To further improve the flame retardancy of ZIF67@ZIF8, it is necessary to functionalize ZIF67@ZIF8. Among all halogen-free flame retardants, phosphorus-containing flame retardants are one of the most promising candidates because of their low toxicity, high efficiency, and multiple flame retardancy mechanisms.2629 Phytic acid (PA), as an environmentally friendly and biocompatible organic acid, has gained increasing interest as an effective flame retardant due to the abundance of phosphorus (28% P).3032

In this study, phytic acid was employed to functionalize ZIF67@ZIF8 to form core–shell structured ZIF67@ZIF8-PA hybrids and ZIF67@ZIF8-PA hybrids were then added to the EP matrix via a physical blending method. The thermal stabilities and fire hazards of the EP composites were investigated systematically. Furthermore, the flame retardancy mechanism of EP composites was proposed.

2. Experimental Section

2.1. Materials

Cobalt(II) nitrate hexahydrate (Co(NO3)2·6H2O) and 2-methylimidazole (2-MIM) were purchased from Macklin Biochemical Co., Ltd. (Shanghai, China). Zinc nitrate hexahydrate (Zn(NO3)2·6H2O) was bought from Sinopharm Chemical Reagent Co., Ltd. (Shanghai, China). Diamino diphenylmethane (DDM) and phytic acid (50% in H2O) were provided by Aladdin Chemistry Co., Ltd. (Shanghai, China). EP (E-51) was obtained from Petrochemical Co., Ltd. (Yueyang, Hunan).

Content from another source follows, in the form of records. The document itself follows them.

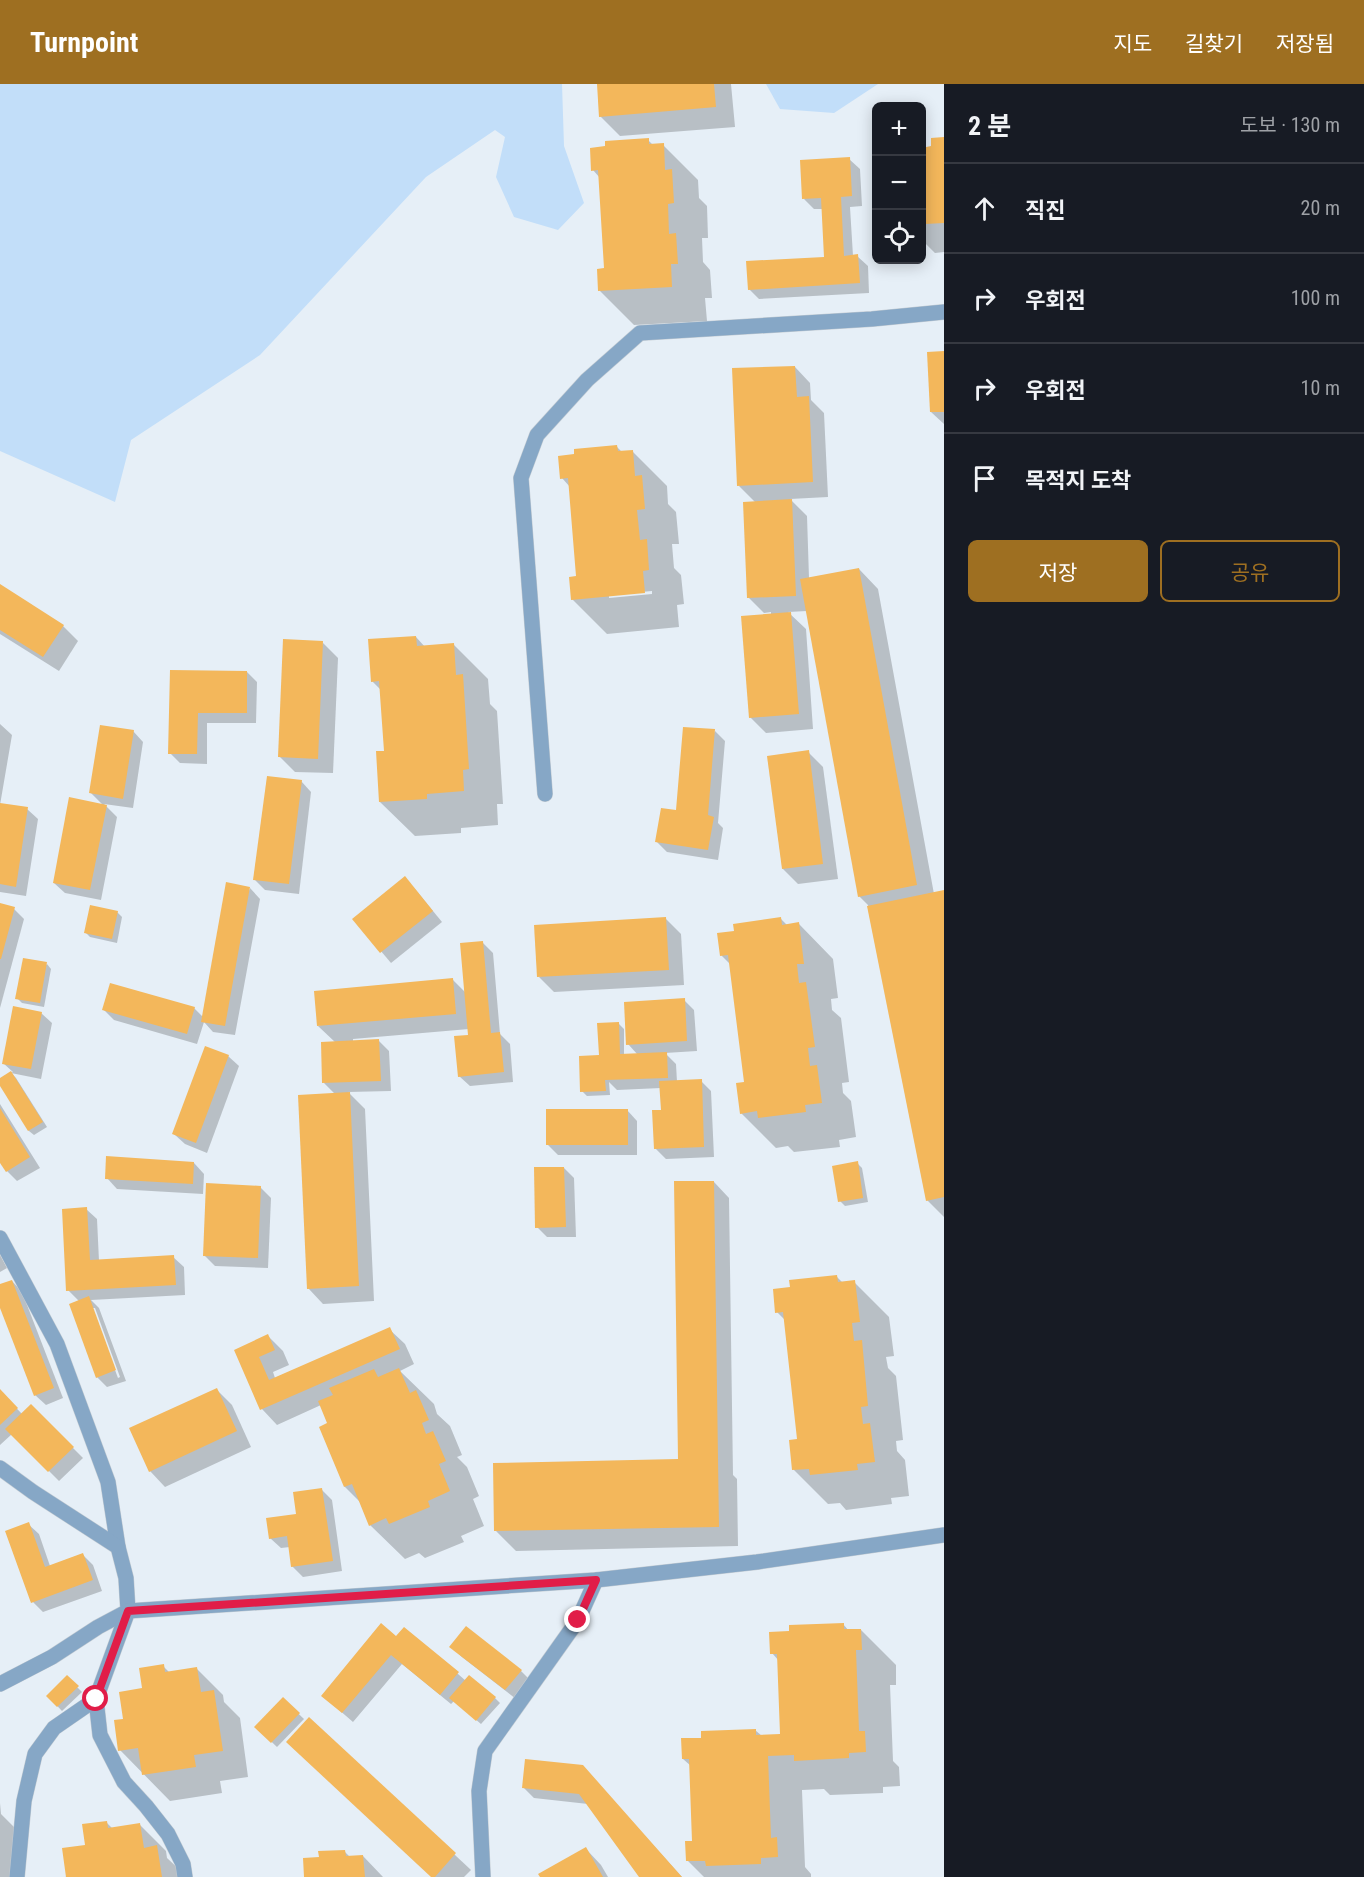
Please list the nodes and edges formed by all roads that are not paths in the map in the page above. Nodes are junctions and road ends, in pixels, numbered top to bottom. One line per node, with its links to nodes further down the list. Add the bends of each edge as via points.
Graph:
1 (944, 312): 2 (street, via 640,333 587,380 537,435 521,478)
2 (545, 794)
3 (0, 1238): 6 (street, via 57,1344 108,1482)
4 (0, 1468): 6 (street)
5 (944, 1535): 7 (street)
6 (118, 1547): 8 (street, via 126,1578)
7 (596, 1580): 8 (street); 13 (street, via 578,1620 485,1751 479,1791)
8 (128, 1611): 9 (street); 10 (street)
9 (0, 1684)
10 (96, 1699): 11 (street, via 54,1728 35,1754 24,1801); 12 (street, via 100,1735 124,1782 168,1834)
11 (17, 1877)
12 (185, 1877)
13 (483, 1877)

2.2. Preparation of ZIF67@ZIF8

Co(NO3)2·6H2O (10.92 g) and 2-methylimidazole (12.32 g) were dissolved in 100 mL of methanol and 150 mL of methanol, respectively. Then, the Co(NO3)2·6H2O solution was added dropwise to the 2-methylimidazole solution under ultrasonication. After that, Zn(NO3)2·6H2O (12.32 g) in 100 mL of methanol was slowly added to the mixture and exposed to ultrasonic treatment for another 1 h, followed by stirring for 12 h at room temperature. Finally, the crude was washed with methanol and dried at 80 °C for 12 h. The preparation diagram of ZIF67@ZIF8 and PA-ZIF67@ZIF8 is displayed in Scheme 1.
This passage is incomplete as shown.